Let $Y_i$ be a sequence of independent and identically distributed non-degenerate variables, $X_n$ their n-th partial sum, $\phi(u)=\log E[\exp(uY_1)]$ and define $M_n(u)=\exp(uX_n-n\phi(u))$.
Then $M_n(u)$ for u such that $\phi(u)\in\mathbb{R}$ is a martingale, converges almost surely, and for $u\ne0$ it converges almost surely to zero.
Verifying that $M_n(u)$ is a martingale is just a matter of plugging things in and calculating. In addition, $M_n(u)$ converges almost surely by the martingale convergence theorem since it is $L^1$-bounded (their expectation is $1$).
Now I am having trouble verifying the convergence to zero. I found that, noting that with $Z_i:=uY_i-\phi(u)$ we can write $\ln M_n(u)$ as the $n$-th partial sum of the $Z_i$'s. Noting the independence of the $Z_i$'s and that $EZ_i=EuY_i-\phi(u)\lt 0$ by Jensen, we have, by the law of large numbers, almost sure convergence of $\ln M_n(u)/n$ to $EZ_1\lt 0$. Now I feel like that this should enable me to show that the $M_n(u)$ must converge to zero, but I can not see how. Any help would be very much appreciated.
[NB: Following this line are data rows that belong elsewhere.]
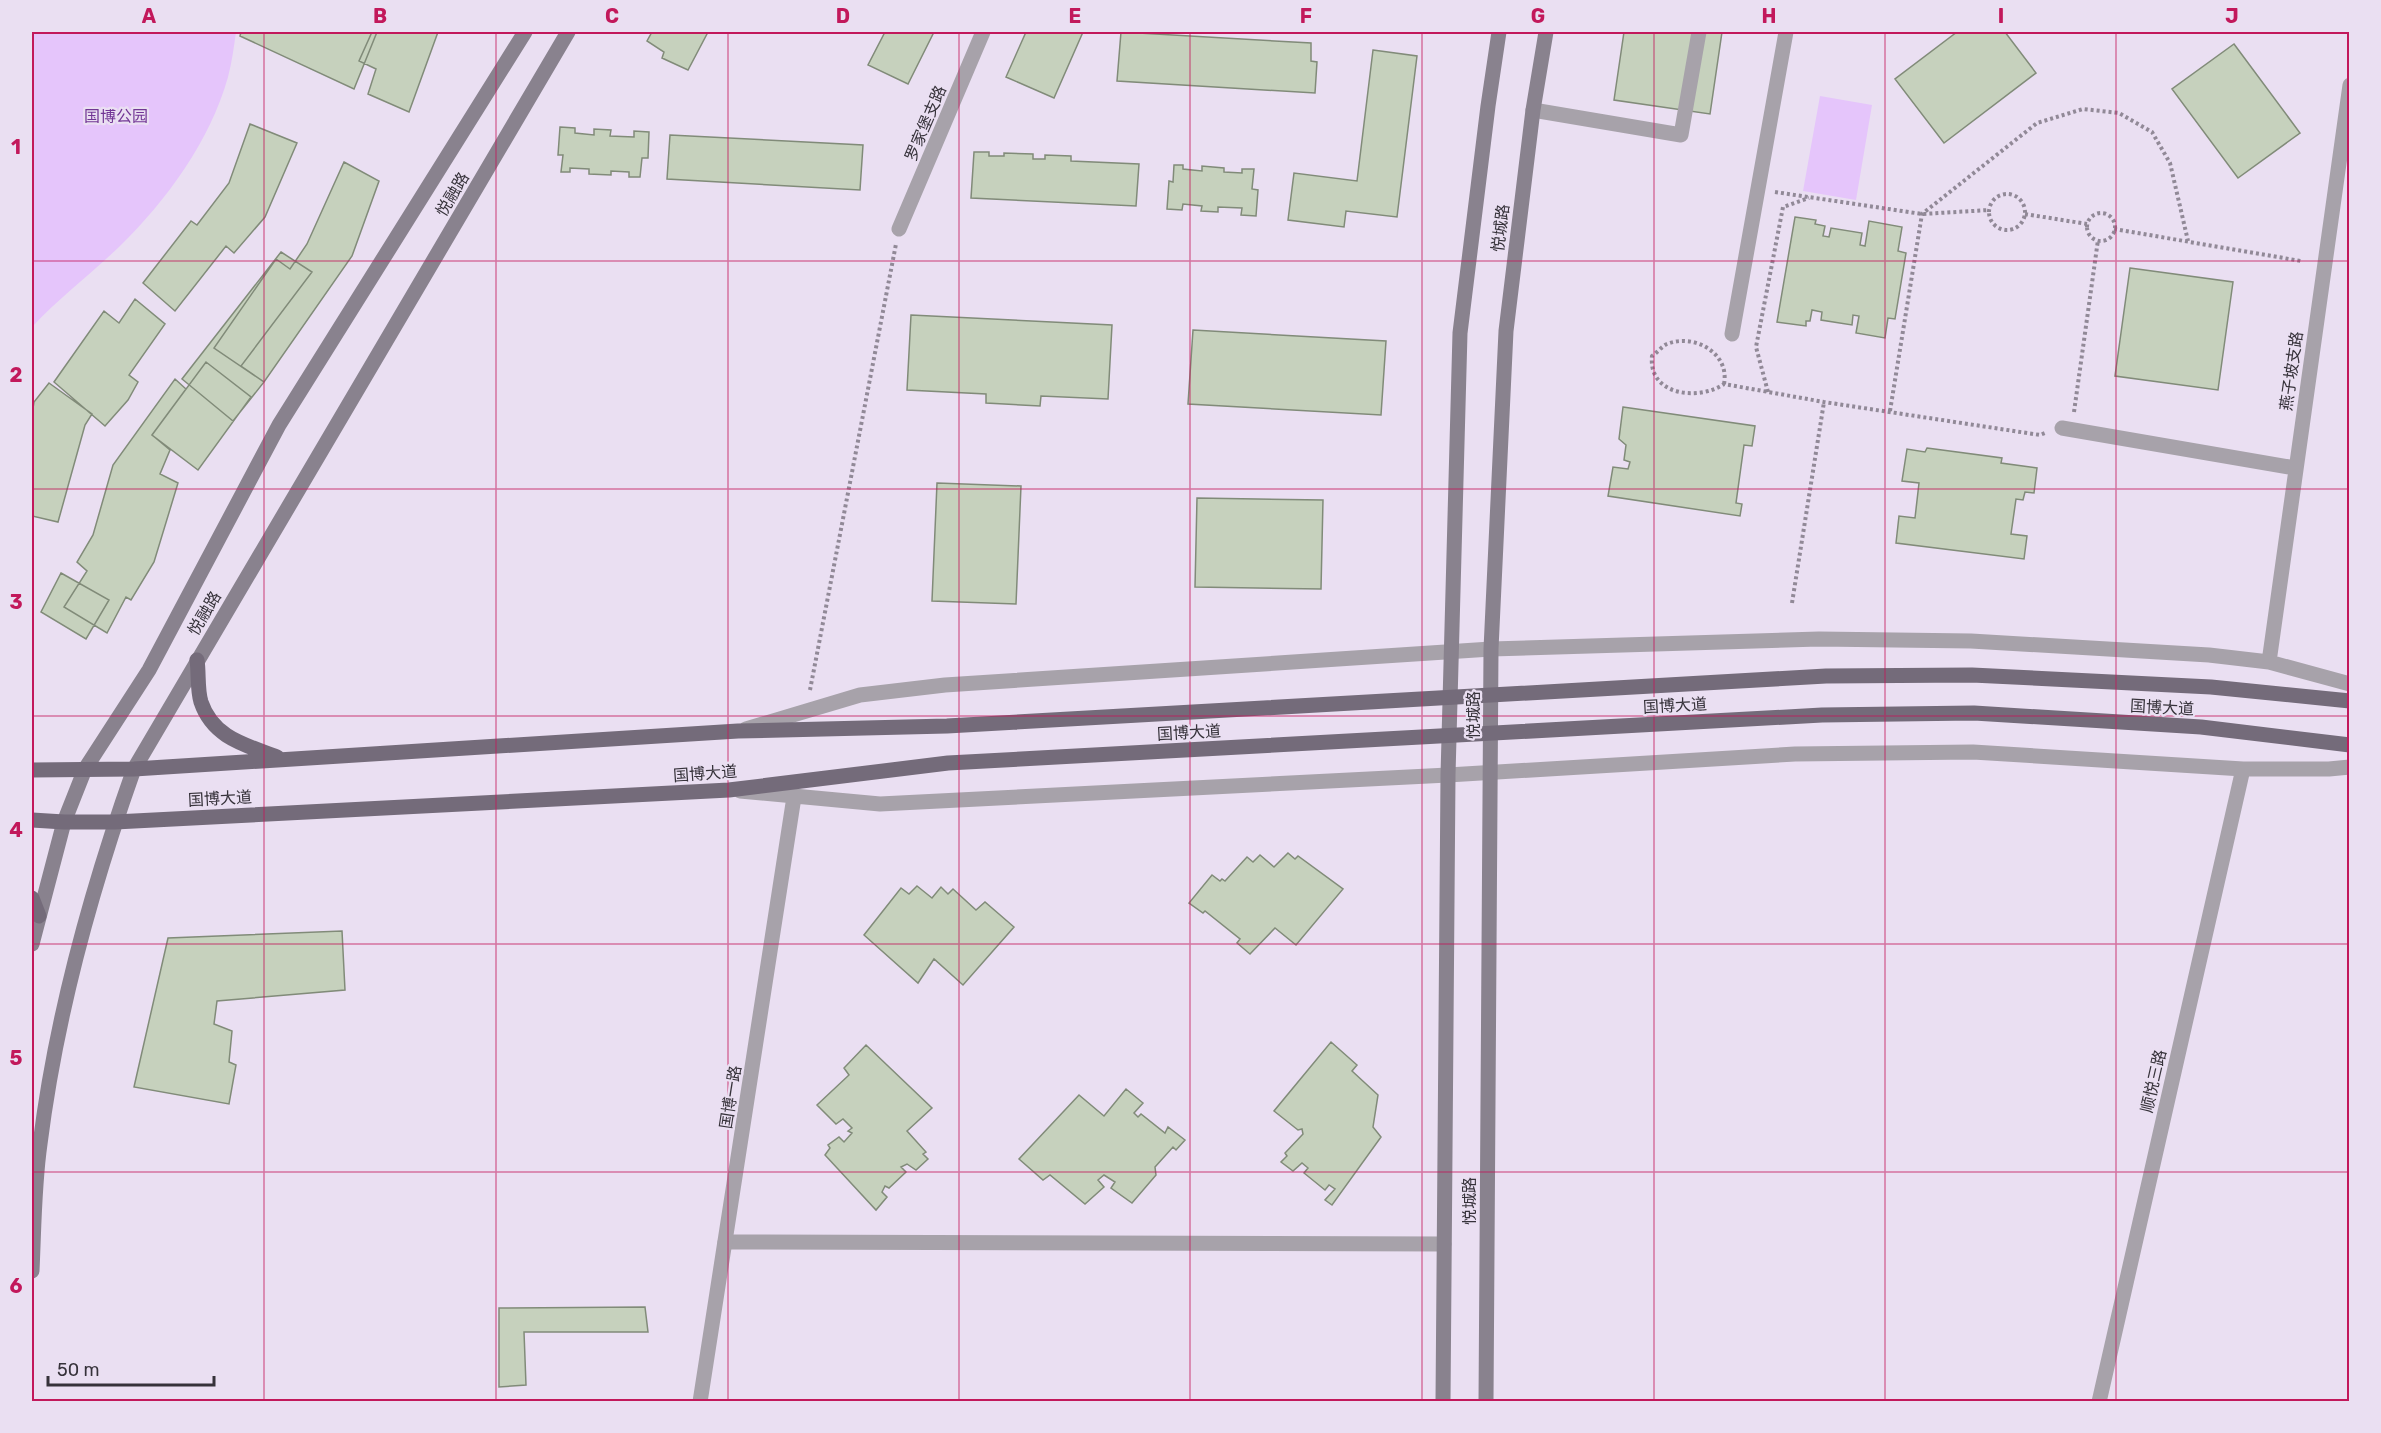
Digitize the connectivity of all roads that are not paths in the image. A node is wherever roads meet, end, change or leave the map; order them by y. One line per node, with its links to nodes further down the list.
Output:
1 (525, 32): 24 (main road, 悦融路)
2 (568, 32): 16 (main road, 悦融路)
3 (983, 32): 10 (street, 罗家堡支路)
4 (1499, 32): 15 (main road, 悦城路)
5 (1546, 32): 9 (main road, 悦城路)
6 (1699, 32): 9 (street)
7 (1786, 32): 11 (street)
8 (2349, 85): 13 (street, 燕子坡支路)
9 (1533, 110): 14 (main road, 悦城路)
10 (899, 229)
11 (1732, 334)
12 (2062, 428): 13 (street)
13 (2295, 468): 17 (street, 燕子坡支路)
14 (1491, 650): 15 (street); 17 (street); 28 (main road, 悦城路)
15 (1451, 653): 20 (street); 29 (main road, 悦城路)
16 (198, 660): 22 (main road); 25 (main road, 悦融路)
17 (2269, 662): 18 (street)
18 (2349, 684)
19 (2349, 701): 20 (main road, 国博大道)
20 (738, 731): 22 (main road, 国博大道)
21 (2349, 745): 30 (main road, 国博大道)
22 (283, 759): 25 (main road, 国博大道)
23 (2349, 767): 26 (street)
24 (85, 769): 25 (main road, 国博大道); 27 (main road, 国博大道); 33 (main road, 悦融路)
25 (134, 769): 34 (main road, 悦融路)
26 (2243, 769): 28 (street); 44 (street, 顺悦三路)
27 (32, 770)
28 (1491, 772): 29 (street); 43 (main road, 悦城路)
29 (1448, 775): 31 (street); 39 (main road, 悦城路)
30 (729, 790): 31 (street); 34 (main road, 国博大道)
31 (794, 797): 38 (street, 国博一路)
32 (32, 820): 33 (main road, 国博大道)
33 (64, 822): 34 (main road, 国博大道); 36 (main road, 悦融路)
34 (115, 822): 40 (main road, 悦融路)
35 (32, 898): 36 (main road)
36 (39, 916): 37 (main road, 悦融路)
37 (32, 944)
38 (725, 1242): 39 (street); 41 (street, 国博一路)
39 (1444, 1244): 42 (main road, 悦城路)
40 (32, 1271)
41 (700, 1401)
42 (1443, 1401)
43 (1486, 1401)
44 (2099, 1401)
Jensen is the right tack, but apply it to the exponential, not the exponent: The limit $M_\infty(u)$ is a.s. equal to $\exp(uX_1-\phi(u))\cdot M'_\infty(u)$, where $M'_\infty(u):=\lim_n \exp((X_n-X_1)-(n-1)\phi(u))$, and the two factors are independent. Take square roots and then expectations. Either $\Bbb E[\sqrt{M_\infty(u)}]=0$ (in which case you are done) or $\Bbb E[\sqrt{\exp(uX_1-\phi(u)}]=1$. This latter equality would violate the strict concavity of the square root function unless $X_1$ were degenerate, which you have assumed it not to be.